The Highveld website came on in leaps and bounds. I sent off a wave of e-ms to tell the client list of its existence and the opportunity to see where the money went - BBC1 Thursday 10.35pm - and started to get some reactions. Peter said he would make a digital copy off air. Still more to do.

I made reasonable progress with the German Industrial Strategy document and got some encouraging feedback on the paper I gave in Brno - ie a request to use the material. They were asking for volunteers to go to Hungary for a week and advise on their business advice service development strategy - no qualms about putting myself forward.

Tomorrow I go to Rotterdam and then fly back on Thursday evening - I trust in time for the Mandela interview broadcast.Then there's a series of activities in the Guildford area for about a week or so. Friday to Worthing to talk about possible developments in car assembly technology. Tuesday I am meeting one of the largest UK owned automotive firms in terms of UK workforce - one of their factories is in Guildford. Then on Wednesday and Thursday Steve and Stephan will be here and we are trying to put together a programme covering Surrey University - I mailed my neighbour Peter (prof Ergonomics) about this plus Phil who teaches Engineering - Guildford College are definite - maybe Worthing or the Guildford auto company and the Regional Development Agency. Its a kind of concensus/alliance forming activity.

Richard Jones - Climax Chicago Blues Band - mailed.

Mark's description of the internal pressure to create music is very accurate to my experience. I liked the panorama visual too.

The subject of music teachers is a good one - also the issue of how and why we learned music - maybe not from teachers as such.

We you spent a time fluxing about here a few months back. Nice to see the Wire joining in:-

" Masculine sentimentality is common in jazz ballads, a maudlin feeling of wounded withdrawal that passes for romanticisim. Its hard to enjoy jazz without accepting this. Alice Coltrane's sentimentality is a more mystical yearning for the new age.

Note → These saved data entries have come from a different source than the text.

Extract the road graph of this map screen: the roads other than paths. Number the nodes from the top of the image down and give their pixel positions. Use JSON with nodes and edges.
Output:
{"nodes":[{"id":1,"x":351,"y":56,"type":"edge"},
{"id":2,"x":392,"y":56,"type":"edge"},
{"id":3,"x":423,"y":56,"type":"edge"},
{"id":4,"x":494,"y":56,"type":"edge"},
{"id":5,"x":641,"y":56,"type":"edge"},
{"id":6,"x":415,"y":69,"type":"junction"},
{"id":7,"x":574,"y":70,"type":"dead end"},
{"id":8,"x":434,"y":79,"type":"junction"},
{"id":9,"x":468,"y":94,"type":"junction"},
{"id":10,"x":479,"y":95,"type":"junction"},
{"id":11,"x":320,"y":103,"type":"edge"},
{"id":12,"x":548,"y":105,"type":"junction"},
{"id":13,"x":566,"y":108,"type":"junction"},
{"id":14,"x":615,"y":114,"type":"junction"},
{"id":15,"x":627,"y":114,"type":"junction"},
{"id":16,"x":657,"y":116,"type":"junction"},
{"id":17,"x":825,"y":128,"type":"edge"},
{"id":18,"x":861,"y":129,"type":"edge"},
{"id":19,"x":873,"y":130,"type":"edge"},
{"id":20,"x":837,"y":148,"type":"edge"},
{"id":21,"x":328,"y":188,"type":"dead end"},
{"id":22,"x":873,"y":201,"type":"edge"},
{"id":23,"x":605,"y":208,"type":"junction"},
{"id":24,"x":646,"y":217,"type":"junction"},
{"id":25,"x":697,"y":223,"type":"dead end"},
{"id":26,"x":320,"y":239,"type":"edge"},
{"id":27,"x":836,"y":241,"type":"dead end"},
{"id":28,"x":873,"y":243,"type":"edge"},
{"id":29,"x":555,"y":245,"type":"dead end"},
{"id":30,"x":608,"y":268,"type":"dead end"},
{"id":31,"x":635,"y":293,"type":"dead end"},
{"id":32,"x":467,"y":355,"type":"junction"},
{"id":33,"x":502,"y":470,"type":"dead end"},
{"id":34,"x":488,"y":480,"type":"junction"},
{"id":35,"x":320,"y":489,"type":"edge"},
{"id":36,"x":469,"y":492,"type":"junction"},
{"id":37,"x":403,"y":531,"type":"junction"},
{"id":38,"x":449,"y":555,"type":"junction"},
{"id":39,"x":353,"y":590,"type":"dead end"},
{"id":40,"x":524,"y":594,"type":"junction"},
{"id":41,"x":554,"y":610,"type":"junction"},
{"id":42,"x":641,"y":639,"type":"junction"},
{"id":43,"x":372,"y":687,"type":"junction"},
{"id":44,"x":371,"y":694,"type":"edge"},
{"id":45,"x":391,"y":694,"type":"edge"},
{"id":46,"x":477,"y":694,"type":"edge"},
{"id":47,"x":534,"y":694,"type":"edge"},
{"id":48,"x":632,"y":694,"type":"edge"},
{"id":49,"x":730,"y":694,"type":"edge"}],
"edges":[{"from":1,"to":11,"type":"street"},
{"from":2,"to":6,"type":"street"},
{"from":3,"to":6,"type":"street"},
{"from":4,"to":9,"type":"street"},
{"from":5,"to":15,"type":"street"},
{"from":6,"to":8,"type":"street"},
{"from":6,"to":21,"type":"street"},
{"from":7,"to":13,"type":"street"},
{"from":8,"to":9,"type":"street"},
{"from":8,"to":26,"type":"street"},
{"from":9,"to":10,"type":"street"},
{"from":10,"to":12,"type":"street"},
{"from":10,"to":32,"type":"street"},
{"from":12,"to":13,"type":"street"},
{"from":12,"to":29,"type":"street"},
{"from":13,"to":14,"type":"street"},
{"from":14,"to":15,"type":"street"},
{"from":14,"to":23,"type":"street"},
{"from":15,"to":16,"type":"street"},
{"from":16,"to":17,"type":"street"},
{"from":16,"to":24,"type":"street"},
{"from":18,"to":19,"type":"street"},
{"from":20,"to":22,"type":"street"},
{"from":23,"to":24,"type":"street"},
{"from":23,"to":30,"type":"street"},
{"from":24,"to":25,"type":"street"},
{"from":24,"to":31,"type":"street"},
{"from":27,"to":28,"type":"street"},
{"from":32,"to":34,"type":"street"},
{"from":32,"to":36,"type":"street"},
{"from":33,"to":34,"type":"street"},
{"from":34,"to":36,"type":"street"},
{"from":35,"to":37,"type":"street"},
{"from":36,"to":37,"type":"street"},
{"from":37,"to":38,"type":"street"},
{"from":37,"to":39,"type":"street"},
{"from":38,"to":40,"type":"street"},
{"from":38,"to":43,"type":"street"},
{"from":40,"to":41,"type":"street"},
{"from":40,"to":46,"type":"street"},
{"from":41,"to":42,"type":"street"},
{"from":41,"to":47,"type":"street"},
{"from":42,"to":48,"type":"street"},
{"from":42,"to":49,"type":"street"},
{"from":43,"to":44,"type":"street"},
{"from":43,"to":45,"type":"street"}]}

The feeling of being overwhelmed by the cloud of unknowing is pivotal in her work, The oceanic immersive force of her work is thrilling. "This cosmic libido or oceanic sensibility is intimately connected with le ecriture feminine" wrote Joy Press and Simon Reynolds in The Sex Revolts, "writing that priveliges flux and fluidity.""

In other words not Beethoven endlessly banging on trying to knock some sense into a few riffs.